Che importanza ha per una persona che manca di un arto la sua protesi? O per uno che non può camminare la sua carrozzella? E senza andare lontano, senza i miei occhiali cosa farei? Diventano così indispensabili…per vivere. Per sapere chi sei, per poter fare cose, per avere futuro.
Immagino che la barella – o lettuccio come in certe traduzioni – per quel paralitico fosse il simbolo dell’identità deprivata, degradata, umiliata.
Il male – soprattutto quello congenito – era un segno della propria colpevolezza, ai tempi di Gesù.

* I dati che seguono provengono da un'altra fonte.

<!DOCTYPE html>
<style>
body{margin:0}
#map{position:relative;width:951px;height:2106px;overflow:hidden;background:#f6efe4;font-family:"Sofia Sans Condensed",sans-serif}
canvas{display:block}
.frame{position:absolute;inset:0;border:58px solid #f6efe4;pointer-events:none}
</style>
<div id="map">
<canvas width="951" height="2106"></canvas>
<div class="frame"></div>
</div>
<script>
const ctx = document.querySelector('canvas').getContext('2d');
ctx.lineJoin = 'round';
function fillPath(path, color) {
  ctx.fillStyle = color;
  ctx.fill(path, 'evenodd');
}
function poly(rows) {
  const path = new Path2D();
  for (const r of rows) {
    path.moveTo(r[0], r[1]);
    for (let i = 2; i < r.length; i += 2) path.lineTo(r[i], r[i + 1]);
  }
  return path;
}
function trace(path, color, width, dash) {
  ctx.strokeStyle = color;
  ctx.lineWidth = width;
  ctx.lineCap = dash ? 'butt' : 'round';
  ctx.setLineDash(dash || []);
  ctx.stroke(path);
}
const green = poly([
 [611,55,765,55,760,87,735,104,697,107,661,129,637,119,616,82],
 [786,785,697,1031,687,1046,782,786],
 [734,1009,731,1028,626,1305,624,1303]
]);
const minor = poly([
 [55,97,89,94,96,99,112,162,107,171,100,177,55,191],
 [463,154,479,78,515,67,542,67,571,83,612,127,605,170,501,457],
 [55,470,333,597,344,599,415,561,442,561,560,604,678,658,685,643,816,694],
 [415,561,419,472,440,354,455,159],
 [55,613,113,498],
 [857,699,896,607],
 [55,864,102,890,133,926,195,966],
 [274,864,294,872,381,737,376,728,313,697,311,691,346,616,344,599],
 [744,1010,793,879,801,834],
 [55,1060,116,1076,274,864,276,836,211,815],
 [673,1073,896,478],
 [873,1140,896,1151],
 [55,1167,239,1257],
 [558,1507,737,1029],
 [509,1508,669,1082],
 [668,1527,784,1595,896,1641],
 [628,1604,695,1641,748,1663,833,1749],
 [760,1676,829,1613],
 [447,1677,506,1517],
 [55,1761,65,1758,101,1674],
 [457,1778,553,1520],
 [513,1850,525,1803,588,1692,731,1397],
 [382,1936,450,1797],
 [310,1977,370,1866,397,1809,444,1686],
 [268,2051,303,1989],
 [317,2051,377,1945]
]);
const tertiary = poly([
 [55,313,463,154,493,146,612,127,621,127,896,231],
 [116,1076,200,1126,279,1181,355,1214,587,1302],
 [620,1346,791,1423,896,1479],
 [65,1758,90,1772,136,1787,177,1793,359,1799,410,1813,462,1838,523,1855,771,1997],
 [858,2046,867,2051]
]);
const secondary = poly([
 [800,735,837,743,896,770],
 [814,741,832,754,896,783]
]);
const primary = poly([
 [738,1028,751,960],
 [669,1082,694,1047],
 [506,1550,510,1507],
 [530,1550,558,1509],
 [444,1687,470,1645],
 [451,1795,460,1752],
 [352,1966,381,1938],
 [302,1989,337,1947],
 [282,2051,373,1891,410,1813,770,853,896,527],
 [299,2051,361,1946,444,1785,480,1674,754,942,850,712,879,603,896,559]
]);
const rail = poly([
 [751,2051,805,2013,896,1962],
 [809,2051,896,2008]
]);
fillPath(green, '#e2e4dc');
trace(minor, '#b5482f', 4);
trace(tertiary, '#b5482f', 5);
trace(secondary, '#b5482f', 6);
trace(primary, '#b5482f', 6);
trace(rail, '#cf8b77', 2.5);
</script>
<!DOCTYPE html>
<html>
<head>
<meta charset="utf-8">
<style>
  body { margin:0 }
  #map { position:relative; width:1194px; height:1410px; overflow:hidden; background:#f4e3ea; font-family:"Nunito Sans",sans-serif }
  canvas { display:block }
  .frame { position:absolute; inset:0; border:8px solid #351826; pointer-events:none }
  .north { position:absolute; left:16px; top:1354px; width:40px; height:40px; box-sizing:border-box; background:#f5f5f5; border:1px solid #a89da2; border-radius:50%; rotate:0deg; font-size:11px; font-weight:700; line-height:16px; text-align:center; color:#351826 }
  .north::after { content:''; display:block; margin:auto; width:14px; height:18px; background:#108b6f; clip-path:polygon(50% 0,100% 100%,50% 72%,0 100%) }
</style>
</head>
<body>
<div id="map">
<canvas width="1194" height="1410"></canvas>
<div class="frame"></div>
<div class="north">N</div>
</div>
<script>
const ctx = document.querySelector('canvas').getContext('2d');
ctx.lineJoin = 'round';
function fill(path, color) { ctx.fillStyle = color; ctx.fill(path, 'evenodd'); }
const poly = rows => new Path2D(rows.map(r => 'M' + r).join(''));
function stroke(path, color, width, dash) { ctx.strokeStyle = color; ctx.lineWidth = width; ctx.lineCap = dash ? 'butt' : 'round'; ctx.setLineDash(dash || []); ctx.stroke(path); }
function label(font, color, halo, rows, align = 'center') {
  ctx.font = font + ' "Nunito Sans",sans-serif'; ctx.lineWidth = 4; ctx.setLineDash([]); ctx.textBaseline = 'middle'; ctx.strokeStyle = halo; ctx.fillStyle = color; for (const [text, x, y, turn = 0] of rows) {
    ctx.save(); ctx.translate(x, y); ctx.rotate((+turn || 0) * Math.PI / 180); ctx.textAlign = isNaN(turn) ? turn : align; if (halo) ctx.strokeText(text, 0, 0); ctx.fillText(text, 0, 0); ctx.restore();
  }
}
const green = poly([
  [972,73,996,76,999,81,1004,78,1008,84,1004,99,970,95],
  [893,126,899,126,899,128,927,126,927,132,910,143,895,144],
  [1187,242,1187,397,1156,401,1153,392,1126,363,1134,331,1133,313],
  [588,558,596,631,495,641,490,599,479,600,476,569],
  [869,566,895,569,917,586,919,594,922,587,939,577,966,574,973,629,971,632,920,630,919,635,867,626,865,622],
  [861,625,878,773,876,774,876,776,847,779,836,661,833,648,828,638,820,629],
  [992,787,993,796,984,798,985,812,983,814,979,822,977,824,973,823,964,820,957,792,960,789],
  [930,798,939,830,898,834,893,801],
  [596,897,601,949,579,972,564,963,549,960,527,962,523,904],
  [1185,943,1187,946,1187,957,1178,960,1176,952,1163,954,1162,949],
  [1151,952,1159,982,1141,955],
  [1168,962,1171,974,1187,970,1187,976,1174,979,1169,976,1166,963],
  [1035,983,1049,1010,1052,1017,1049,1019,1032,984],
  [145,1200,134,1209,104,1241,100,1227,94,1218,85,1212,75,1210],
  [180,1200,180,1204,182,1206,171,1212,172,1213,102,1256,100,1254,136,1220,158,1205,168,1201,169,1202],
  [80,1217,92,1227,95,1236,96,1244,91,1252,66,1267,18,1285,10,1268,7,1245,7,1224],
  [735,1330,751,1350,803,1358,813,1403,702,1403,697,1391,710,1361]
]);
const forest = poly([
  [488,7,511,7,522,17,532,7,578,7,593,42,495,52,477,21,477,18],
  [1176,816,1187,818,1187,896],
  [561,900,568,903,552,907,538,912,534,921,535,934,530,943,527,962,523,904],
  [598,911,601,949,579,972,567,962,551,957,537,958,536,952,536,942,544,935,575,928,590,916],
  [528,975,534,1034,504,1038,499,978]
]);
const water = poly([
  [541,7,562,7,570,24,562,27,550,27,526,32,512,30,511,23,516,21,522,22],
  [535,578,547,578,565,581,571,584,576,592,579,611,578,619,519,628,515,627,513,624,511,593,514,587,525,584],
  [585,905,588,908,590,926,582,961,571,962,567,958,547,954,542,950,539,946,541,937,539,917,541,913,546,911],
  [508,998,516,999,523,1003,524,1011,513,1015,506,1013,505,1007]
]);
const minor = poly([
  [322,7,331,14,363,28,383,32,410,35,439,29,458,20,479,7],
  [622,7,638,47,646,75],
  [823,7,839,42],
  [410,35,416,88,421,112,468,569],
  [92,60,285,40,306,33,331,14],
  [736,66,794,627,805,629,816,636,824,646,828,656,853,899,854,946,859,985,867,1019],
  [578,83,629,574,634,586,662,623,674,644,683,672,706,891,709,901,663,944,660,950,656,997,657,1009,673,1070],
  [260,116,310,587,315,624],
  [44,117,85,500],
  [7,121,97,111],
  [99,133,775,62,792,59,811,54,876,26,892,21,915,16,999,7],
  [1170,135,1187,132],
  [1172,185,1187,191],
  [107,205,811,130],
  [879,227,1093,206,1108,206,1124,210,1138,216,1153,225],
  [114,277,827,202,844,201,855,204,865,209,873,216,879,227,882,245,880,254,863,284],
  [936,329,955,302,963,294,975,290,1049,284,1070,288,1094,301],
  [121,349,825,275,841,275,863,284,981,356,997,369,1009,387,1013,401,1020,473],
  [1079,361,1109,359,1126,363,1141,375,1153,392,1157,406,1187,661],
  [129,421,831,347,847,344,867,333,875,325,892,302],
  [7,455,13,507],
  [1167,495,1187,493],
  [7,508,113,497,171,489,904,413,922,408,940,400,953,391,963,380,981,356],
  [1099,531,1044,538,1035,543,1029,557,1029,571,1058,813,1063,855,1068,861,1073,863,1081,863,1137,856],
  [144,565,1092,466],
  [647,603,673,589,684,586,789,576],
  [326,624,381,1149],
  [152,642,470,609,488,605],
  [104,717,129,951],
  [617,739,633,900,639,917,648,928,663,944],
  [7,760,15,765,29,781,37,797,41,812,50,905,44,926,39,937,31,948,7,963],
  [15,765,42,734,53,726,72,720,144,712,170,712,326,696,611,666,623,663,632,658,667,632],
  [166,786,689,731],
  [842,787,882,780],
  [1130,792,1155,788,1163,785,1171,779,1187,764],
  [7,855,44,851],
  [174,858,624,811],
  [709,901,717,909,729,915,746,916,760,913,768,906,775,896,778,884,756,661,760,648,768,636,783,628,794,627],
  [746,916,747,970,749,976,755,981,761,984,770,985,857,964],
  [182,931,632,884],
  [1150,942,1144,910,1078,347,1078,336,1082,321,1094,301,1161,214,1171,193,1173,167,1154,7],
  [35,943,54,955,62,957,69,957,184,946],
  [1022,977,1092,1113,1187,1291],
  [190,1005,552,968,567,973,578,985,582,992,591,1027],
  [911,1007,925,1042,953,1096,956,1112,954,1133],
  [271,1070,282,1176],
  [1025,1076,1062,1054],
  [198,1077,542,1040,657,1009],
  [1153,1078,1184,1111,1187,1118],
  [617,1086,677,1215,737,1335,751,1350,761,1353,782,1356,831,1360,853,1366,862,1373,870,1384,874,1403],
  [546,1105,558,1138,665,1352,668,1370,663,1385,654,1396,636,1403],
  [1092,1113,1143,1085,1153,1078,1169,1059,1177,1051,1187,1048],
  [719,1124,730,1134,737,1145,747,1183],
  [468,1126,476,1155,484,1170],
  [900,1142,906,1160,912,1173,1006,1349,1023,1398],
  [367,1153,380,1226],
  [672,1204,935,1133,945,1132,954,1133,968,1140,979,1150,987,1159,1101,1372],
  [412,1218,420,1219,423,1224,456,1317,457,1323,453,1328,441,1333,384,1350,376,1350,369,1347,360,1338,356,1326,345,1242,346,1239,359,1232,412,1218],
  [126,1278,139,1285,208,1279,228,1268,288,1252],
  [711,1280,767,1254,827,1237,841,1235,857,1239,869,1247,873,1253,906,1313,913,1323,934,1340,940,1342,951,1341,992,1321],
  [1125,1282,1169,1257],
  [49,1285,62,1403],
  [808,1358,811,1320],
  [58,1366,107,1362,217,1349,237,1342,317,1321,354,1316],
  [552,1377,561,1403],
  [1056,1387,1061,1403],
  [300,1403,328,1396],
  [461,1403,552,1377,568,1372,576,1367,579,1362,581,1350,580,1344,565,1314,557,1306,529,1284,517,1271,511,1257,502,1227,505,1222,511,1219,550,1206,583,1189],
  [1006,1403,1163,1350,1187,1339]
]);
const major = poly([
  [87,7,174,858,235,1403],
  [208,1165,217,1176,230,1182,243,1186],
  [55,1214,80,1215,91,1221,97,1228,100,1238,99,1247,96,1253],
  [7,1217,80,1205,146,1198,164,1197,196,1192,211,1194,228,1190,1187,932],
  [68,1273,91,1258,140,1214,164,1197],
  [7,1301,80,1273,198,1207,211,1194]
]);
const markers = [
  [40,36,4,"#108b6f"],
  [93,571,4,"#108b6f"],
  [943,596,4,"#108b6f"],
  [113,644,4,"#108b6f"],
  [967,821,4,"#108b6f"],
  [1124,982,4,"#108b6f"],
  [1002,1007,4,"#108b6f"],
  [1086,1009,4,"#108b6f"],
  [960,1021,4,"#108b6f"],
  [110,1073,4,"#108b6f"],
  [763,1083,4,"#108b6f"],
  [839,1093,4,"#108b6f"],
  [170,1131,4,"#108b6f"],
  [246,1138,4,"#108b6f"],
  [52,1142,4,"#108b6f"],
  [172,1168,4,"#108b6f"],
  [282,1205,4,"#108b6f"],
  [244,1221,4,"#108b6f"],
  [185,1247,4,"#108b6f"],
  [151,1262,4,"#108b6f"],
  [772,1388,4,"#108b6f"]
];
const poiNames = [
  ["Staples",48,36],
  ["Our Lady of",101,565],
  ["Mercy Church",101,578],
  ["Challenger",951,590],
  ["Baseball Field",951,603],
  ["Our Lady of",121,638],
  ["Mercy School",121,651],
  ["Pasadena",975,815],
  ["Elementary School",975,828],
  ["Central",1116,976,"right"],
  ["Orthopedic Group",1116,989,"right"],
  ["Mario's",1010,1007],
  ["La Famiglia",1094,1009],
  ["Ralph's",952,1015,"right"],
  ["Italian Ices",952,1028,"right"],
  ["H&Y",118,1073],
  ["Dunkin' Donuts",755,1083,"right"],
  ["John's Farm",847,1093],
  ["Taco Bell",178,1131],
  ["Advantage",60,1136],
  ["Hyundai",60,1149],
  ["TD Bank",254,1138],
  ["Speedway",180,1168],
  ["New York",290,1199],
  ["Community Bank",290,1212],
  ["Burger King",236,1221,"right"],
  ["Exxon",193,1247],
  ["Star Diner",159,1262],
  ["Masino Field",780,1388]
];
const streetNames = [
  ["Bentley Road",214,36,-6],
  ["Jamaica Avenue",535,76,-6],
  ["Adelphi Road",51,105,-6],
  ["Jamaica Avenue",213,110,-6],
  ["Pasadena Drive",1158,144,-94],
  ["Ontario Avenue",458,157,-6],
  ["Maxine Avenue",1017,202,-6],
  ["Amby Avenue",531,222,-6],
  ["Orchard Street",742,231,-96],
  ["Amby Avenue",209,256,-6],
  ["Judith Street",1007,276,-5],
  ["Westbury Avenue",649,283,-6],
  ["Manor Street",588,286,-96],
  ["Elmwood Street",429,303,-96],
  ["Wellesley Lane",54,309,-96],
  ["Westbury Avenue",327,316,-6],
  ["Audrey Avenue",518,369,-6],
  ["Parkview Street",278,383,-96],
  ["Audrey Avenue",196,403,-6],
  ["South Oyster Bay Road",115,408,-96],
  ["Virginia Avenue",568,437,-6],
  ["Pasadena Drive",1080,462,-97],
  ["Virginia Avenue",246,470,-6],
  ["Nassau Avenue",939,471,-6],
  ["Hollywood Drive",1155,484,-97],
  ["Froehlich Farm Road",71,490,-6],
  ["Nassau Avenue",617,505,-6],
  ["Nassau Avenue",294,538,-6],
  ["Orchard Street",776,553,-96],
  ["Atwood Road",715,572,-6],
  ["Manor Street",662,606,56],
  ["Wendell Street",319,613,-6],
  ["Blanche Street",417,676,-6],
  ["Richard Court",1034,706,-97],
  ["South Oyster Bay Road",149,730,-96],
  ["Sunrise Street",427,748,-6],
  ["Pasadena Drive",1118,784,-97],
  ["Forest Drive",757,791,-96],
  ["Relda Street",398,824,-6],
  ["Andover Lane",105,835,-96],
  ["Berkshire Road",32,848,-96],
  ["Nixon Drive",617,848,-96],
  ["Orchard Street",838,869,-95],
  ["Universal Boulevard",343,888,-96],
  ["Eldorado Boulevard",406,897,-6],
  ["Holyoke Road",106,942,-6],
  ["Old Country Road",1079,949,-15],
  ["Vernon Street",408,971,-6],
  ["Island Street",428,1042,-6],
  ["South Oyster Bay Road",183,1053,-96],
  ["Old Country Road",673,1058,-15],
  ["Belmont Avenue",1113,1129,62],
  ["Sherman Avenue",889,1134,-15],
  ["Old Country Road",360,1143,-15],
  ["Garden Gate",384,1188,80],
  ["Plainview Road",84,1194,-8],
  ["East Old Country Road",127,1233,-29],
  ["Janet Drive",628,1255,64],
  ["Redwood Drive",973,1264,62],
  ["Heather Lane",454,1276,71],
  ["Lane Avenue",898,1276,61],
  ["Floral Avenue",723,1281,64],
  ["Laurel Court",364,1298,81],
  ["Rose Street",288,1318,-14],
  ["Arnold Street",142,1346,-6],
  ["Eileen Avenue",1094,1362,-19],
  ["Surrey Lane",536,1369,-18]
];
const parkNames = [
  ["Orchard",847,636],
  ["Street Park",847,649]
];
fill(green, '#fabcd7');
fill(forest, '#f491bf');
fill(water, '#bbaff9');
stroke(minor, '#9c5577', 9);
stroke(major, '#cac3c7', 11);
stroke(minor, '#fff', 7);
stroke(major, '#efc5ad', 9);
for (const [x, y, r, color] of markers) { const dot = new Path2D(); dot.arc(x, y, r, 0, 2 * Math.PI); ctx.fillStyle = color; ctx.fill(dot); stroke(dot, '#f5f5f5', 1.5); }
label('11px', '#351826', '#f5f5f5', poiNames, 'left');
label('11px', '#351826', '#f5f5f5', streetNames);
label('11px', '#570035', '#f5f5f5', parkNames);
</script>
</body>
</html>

Lo sappiamo bene dall’episodio del cieco nato: “Che male ha fatto? Chi ha peccato lui o i suoi genitori per meritarsi queto?”
La scena è drammatica. L’interessato da una parte è contento di avere amici e parenti che gli vogliono così bene da desiderare l’inimmaginabile; dall’altra sarà stato devastato da sentimenti di rabbia e di delusione. L’unico appiglio era proprio quell’uomo la cui fama si era sparsa in tutta la regione. Quell’appiglio si chiama fede. E gli veniva donata. Aveva fede.
La folla che fa da ostacolo come sempre. Il clima di tensione e di sospetto. La presenza di uomini importanti. Il tetto che viene disfatto. Tutto crea un clima tesissimo. È più facile rimettere i peccati o guarire un paralitico? La domanda li mette con le spalle al muro. Solo che rimettere i peccati non è per Gesù una frase fatta, una linea di prodotti a basso prezzo pur di vendere, non è un flatus vocis. È la verità della sua vita.
E Gesù vista la loro fede. Cioè la fede, quando c’è si vede… si tocca…ha un peso… Prendi il tuo κράβαττον, cioè il tuo lettuccio, e va. Io ti ho risuscitato. E a Cafarnao videro un infelice che andò via gioioso portando sulle spalle il simbolo di ciò che lo aveva tenuto schiavo per tutta la vita.